To do:
For the word "down", state the number of lines in the data that contain it, and nothing else.

The data:
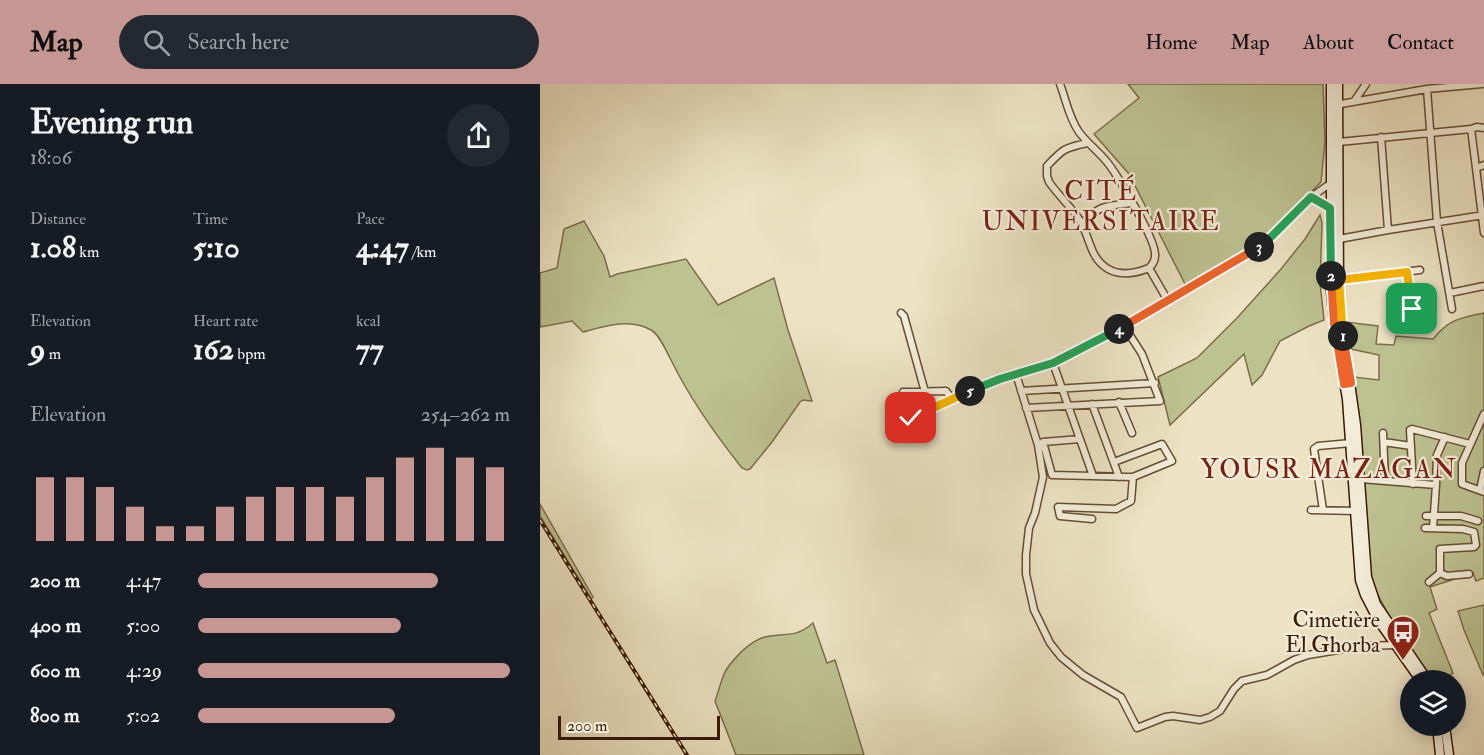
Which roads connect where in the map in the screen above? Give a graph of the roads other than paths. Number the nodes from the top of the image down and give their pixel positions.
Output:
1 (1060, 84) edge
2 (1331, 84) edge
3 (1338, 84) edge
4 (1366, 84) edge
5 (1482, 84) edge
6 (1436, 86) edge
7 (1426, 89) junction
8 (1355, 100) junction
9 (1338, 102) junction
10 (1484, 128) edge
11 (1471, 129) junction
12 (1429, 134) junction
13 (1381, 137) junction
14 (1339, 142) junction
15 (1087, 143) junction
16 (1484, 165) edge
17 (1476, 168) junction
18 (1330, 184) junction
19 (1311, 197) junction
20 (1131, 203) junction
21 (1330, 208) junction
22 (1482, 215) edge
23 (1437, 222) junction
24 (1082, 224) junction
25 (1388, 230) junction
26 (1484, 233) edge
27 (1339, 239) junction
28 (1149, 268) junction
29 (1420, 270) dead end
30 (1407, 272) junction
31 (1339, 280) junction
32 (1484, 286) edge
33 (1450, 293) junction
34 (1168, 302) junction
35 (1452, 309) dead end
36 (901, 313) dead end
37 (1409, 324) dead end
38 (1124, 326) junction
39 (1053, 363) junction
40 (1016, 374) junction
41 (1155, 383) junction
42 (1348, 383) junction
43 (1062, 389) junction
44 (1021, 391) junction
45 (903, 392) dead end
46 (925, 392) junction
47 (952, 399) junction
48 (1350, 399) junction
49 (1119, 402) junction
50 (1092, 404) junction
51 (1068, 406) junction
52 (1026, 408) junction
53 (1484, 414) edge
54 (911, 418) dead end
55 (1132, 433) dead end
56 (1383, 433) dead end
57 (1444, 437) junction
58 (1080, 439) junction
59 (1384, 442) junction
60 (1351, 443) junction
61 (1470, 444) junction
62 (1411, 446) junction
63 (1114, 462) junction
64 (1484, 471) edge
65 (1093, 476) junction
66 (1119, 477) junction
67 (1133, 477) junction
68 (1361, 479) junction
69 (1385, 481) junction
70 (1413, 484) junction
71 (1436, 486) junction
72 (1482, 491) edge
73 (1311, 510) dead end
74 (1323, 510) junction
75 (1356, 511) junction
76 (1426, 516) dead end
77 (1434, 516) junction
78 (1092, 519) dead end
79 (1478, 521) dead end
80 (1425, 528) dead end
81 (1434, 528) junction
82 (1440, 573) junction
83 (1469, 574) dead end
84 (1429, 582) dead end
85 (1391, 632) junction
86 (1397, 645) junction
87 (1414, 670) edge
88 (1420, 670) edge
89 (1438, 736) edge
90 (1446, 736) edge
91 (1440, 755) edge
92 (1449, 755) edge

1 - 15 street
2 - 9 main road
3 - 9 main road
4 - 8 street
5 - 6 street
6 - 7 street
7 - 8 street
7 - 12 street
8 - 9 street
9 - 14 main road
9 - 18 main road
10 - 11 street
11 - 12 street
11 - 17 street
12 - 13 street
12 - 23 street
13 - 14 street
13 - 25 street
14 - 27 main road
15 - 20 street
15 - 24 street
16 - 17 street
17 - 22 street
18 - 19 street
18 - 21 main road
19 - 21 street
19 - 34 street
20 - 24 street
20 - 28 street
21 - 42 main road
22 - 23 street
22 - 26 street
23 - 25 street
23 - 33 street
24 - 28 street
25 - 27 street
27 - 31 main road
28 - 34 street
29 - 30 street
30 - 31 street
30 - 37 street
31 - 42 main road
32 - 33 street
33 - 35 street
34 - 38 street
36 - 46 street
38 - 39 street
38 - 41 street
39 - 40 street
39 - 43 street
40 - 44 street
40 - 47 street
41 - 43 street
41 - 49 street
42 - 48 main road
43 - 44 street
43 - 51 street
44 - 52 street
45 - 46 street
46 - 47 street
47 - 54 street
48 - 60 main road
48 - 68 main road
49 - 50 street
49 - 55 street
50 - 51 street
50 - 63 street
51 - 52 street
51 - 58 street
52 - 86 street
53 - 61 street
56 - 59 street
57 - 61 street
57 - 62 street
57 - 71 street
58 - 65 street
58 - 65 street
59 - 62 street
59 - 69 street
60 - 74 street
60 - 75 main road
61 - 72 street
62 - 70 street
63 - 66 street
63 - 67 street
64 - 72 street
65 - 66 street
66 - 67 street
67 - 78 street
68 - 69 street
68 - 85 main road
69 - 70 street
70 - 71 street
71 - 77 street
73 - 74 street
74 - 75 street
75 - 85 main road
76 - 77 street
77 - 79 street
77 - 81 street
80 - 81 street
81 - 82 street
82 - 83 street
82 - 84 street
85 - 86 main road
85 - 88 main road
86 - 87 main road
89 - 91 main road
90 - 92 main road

* * *

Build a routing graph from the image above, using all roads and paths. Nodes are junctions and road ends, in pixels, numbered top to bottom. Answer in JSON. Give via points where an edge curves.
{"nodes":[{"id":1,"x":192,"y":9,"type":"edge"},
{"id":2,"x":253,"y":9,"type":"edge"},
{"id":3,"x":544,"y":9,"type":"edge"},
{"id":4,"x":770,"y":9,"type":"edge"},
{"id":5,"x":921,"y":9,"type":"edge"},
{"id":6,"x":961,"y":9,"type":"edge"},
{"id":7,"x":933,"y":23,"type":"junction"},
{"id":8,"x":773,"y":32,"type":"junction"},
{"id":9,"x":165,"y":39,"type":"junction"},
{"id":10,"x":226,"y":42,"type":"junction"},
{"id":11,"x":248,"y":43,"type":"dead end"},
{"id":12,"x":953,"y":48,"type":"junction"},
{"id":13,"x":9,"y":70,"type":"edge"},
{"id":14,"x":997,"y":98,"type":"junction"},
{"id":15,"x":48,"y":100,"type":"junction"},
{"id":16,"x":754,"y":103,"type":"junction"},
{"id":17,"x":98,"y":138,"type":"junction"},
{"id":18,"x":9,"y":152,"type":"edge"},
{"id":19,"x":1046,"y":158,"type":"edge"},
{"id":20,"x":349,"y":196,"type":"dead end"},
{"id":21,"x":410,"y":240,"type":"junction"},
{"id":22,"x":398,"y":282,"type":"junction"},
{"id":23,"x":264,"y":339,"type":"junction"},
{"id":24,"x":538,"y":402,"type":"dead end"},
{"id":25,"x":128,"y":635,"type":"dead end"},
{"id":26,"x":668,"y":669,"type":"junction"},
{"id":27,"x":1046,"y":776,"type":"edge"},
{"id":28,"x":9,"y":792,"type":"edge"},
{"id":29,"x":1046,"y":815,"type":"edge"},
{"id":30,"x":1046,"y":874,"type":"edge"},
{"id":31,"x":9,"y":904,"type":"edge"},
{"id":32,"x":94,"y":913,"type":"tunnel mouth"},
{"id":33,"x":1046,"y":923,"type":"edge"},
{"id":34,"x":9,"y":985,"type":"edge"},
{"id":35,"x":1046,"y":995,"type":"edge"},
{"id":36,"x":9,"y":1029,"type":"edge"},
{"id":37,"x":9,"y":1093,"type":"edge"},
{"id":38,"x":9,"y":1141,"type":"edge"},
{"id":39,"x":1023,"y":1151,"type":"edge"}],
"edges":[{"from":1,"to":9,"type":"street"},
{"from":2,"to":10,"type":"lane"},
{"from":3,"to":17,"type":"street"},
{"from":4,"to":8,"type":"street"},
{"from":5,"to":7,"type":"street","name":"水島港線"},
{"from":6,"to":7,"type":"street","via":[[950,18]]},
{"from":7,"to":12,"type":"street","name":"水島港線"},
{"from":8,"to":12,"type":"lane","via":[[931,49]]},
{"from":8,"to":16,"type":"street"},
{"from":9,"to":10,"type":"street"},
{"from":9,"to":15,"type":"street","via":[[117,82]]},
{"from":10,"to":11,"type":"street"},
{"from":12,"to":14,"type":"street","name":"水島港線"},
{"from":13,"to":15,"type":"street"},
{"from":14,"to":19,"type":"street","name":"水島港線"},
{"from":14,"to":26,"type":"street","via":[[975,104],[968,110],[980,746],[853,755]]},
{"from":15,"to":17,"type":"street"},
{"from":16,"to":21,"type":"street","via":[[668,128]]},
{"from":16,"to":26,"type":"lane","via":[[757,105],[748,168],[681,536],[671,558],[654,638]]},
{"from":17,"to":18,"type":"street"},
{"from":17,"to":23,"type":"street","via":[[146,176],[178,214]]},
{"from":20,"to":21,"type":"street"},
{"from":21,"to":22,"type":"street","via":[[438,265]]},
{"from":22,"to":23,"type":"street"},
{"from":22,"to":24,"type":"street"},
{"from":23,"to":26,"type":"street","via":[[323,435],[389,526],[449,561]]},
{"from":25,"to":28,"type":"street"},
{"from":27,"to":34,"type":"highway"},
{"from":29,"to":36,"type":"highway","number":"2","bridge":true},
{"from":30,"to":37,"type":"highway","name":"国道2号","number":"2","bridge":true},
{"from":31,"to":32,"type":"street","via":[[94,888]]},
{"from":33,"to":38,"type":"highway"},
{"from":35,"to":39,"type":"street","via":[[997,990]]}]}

---

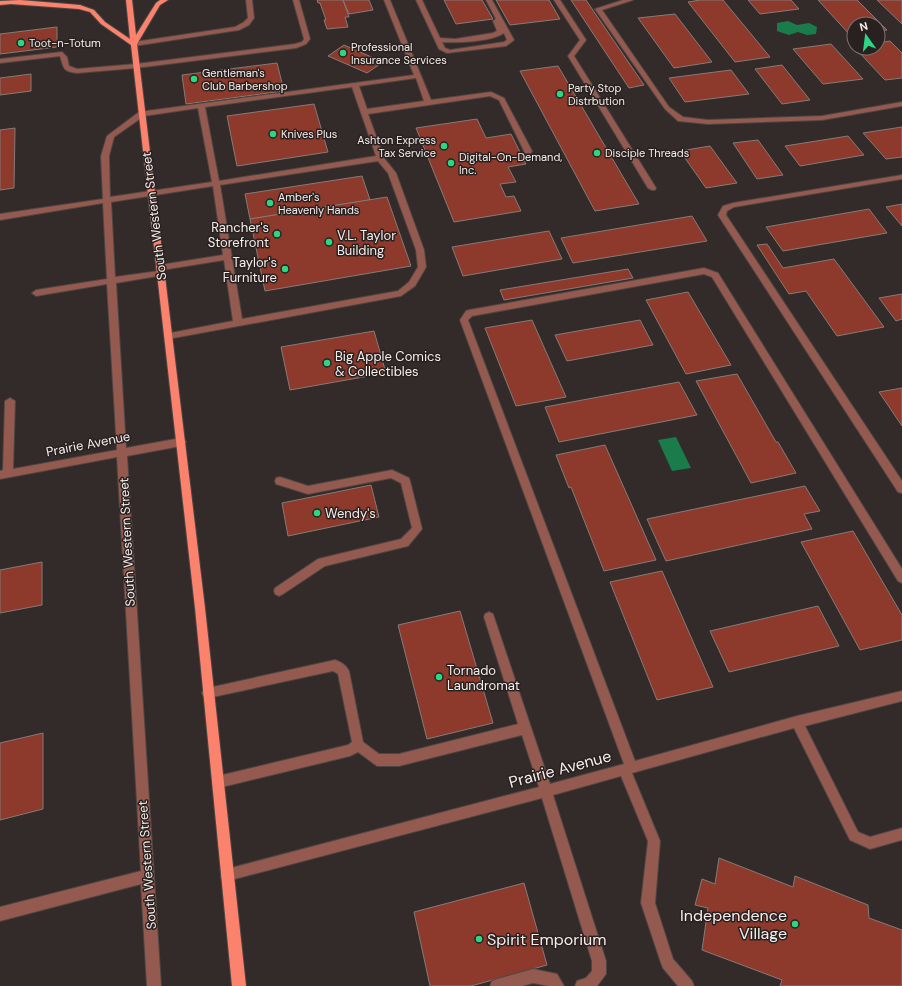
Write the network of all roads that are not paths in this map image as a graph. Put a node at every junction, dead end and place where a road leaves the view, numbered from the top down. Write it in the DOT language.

Result:
2